O Ministério Público interpôs recurso deste acórdão de 8 de Junho de
1992, para o Supremo Tribunal de Justiça.
O Supremo Tribunal de Justiça, por acórdão de 14 de Abril de 1993, concedeu provimento ao recurso, revogando o acórdão recorrido, tendo condenado o recorrente pela prática de um crime de peculato e de um crime de falsificação de documento.
D... requereu a aclaração do acórdão de 14 de Abril de 1993, aclaração que foi indeferida, por acórdão de 16 de Junho de 1993.
O ora reclamante arguiu, posteriormente, a nulidade do acórdão que indeferiu a aclaração (acórdão de 16 de Junho de 1993), arguição que foi igualmente indeferida por acórdão de 30 de Novembro de 1993.
2. D... interpôs recurso de constitucionalidade do acórdão que indeferiu a arguição de nulidade (do acórdão de 30 de Novembro de 1993), para apreciação da conformidade à Constituição da norma constante do artigo 374º, nº
2, do Código de Processo Penal, por violação do disposto no nº 1 do artigo 208º da Constituição.
O Tribunal Constitucional, no Acórdão nº 487/94, decidiu não tomar conhecimento do objecto do recurso, em virtude de a decisão recorrida não haver aplicado a norma cuja conformidade à Constituição foi questionada.

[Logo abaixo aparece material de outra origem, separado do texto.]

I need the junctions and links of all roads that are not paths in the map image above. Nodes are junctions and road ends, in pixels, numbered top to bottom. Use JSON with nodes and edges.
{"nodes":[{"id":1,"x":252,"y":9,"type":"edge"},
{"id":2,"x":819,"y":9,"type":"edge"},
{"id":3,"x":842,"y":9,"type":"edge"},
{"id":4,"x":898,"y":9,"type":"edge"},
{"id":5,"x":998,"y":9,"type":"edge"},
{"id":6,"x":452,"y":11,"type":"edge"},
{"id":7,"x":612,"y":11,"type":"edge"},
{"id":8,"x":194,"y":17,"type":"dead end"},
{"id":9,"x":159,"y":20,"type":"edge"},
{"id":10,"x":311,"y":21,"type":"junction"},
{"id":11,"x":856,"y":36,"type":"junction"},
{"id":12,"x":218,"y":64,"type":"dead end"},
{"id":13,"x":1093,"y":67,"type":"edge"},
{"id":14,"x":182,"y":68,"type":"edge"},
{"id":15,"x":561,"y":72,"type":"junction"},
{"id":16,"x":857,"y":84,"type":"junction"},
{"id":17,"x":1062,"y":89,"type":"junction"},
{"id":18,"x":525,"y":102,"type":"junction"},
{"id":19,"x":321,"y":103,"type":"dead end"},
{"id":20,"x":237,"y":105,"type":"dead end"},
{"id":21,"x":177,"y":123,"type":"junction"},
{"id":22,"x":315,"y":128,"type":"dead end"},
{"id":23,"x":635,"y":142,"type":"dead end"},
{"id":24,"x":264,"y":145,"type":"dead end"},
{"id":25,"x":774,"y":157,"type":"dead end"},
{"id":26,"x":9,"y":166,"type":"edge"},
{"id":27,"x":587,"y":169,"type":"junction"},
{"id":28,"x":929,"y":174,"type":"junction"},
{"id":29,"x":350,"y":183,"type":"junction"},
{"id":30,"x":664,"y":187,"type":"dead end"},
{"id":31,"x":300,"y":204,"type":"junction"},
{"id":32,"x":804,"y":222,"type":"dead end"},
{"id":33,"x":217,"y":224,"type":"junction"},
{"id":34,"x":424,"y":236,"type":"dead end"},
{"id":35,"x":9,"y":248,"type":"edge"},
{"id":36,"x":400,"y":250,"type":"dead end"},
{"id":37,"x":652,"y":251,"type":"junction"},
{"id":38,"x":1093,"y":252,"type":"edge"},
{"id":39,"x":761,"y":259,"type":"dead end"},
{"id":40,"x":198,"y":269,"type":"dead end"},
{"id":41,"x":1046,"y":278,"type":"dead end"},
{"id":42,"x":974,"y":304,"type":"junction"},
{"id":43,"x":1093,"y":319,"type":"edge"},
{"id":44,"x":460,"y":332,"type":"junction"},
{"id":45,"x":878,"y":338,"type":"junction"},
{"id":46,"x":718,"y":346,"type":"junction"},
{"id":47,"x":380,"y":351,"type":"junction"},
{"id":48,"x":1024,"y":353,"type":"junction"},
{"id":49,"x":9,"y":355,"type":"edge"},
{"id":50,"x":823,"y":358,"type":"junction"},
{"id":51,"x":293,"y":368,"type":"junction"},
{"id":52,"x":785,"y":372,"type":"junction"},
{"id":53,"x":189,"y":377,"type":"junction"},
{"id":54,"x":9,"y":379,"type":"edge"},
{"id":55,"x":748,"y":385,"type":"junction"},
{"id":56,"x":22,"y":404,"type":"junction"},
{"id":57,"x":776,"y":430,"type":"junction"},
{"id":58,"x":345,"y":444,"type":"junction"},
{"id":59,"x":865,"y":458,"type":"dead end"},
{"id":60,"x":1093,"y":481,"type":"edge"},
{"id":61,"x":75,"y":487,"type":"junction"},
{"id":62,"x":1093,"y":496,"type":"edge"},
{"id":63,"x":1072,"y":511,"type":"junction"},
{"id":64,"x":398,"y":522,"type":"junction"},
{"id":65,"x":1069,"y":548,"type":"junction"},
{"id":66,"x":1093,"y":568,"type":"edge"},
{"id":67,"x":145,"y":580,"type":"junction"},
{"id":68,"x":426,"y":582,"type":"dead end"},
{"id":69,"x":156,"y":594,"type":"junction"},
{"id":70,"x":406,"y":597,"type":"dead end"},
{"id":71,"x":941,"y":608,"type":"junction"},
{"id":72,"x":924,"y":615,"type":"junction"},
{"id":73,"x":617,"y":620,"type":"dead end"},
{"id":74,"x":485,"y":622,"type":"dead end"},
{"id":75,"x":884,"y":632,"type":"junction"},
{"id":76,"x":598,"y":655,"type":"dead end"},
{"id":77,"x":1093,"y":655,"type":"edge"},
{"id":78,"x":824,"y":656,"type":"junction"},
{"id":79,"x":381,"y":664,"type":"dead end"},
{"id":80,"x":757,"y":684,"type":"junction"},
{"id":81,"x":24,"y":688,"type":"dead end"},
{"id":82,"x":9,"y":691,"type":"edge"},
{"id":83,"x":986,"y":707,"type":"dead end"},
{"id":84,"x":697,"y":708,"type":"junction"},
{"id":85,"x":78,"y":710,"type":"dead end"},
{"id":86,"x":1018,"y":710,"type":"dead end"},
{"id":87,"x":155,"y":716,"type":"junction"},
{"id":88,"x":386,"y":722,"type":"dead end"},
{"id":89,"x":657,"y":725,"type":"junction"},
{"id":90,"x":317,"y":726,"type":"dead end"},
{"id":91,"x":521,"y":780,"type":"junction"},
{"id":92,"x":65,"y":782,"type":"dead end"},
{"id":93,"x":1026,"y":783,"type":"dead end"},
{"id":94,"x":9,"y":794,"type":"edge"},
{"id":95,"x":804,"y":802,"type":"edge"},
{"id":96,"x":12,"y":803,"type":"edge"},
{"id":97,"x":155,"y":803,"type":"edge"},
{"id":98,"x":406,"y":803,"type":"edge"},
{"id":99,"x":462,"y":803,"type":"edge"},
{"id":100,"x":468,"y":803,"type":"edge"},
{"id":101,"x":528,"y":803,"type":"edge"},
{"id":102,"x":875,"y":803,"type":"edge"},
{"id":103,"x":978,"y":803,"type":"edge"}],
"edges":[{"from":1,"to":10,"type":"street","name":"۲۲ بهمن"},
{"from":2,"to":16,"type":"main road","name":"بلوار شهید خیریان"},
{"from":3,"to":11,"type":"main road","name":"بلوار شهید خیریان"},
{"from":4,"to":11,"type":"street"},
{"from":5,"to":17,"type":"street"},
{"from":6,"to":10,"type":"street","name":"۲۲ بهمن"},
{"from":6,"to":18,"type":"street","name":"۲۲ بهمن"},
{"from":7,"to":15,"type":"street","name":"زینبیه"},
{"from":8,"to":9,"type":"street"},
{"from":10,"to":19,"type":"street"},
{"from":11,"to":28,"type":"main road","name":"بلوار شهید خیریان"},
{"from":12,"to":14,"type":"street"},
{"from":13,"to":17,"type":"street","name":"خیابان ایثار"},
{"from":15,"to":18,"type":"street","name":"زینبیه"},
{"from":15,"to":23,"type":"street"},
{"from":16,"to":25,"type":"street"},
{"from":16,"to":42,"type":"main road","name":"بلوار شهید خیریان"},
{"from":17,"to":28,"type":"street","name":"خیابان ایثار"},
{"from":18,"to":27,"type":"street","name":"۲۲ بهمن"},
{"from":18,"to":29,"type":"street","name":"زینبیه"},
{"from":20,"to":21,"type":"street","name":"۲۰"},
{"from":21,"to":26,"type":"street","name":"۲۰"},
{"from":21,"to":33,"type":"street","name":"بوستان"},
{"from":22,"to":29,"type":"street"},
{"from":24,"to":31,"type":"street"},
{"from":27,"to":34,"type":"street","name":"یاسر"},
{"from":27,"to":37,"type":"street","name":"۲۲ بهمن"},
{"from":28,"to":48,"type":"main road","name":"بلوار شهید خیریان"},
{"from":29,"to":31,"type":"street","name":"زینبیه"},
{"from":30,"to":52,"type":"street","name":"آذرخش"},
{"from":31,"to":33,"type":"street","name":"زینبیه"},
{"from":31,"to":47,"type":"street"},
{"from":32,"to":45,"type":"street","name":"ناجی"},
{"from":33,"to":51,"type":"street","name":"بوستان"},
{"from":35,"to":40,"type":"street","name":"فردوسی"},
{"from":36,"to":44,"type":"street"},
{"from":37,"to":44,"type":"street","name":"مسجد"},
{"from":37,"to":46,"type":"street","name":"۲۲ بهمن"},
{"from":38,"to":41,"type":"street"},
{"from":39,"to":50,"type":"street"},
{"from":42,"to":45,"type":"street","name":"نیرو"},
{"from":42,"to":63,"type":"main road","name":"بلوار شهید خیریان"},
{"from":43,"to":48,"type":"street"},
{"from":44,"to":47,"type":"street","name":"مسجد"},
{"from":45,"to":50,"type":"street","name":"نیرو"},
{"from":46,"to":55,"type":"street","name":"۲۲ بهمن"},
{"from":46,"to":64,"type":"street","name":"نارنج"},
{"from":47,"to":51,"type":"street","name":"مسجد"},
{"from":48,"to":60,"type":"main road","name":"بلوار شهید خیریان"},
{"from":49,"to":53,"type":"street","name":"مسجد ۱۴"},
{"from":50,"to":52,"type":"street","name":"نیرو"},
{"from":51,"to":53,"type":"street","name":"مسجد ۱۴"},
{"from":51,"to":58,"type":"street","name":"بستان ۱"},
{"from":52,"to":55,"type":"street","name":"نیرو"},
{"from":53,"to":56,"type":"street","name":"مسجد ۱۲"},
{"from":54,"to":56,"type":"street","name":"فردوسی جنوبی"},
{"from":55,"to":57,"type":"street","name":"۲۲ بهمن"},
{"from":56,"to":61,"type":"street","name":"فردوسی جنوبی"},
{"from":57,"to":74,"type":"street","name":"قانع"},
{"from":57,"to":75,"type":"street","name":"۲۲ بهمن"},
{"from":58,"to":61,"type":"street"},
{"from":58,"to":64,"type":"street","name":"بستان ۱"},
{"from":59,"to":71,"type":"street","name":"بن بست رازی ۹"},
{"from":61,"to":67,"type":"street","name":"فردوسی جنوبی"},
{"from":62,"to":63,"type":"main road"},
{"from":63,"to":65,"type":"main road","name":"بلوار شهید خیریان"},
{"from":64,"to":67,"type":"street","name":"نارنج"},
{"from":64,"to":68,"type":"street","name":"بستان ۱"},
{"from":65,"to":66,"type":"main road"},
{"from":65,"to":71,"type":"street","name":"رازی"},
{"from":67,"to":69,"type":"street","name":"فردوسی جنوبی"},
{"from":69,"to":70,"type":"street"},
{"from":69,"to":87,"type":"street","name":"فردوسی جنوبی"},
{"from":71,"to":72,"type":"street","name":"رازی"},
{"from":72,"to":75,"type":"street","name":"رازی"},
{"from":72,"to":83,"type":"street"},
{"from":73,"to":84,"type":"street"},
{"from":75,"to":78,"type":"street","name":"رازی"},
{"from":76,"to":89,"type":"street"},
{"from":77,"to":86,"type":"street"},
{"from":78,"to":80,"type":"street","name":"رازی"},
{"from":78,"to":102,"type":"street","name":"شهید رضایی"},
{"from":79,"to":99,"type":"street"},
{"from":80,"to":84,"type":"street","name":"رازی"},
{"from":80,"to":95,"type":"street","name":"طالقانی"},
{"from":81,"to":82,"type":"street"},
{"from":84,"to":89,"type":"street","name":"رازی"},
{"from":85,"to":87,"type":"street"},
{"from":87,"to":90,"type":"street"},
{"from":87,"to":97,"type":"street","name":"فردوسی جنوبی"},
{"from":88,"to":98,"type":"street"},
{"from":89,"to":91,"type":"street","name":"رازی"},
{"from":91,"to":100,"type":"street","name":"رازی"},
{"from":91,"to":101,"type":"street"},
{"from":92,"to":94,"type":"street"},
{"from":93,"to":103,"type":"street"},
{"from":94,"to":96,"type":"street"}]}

D... arguiu a nulidade do Acórdão do Tribunal Constitucional nº
487/94, arguição que foi indeferida pelo Acórdão nº 551/94.
3. Após a notificação do Acórdão do Tribunal Constitucional nº
551/94, o ora reclamante arguiu a nulidade do acórdão do Supremo Tribunal de Justiça de 14 de Abril de 1993, arguição que foi indeferida, por acórdão de 25 de Maio de 1995, com fundamento na sua extemporaneidade.
D... arguiu de seguida a nulidade '... dos acórdãos proferidos ...' pelo Supremo Tribunal de Justiça, sustentando, entre o mais, a inconstitucionalidade da norma contida no artigo 433º do Código de Processo Penal.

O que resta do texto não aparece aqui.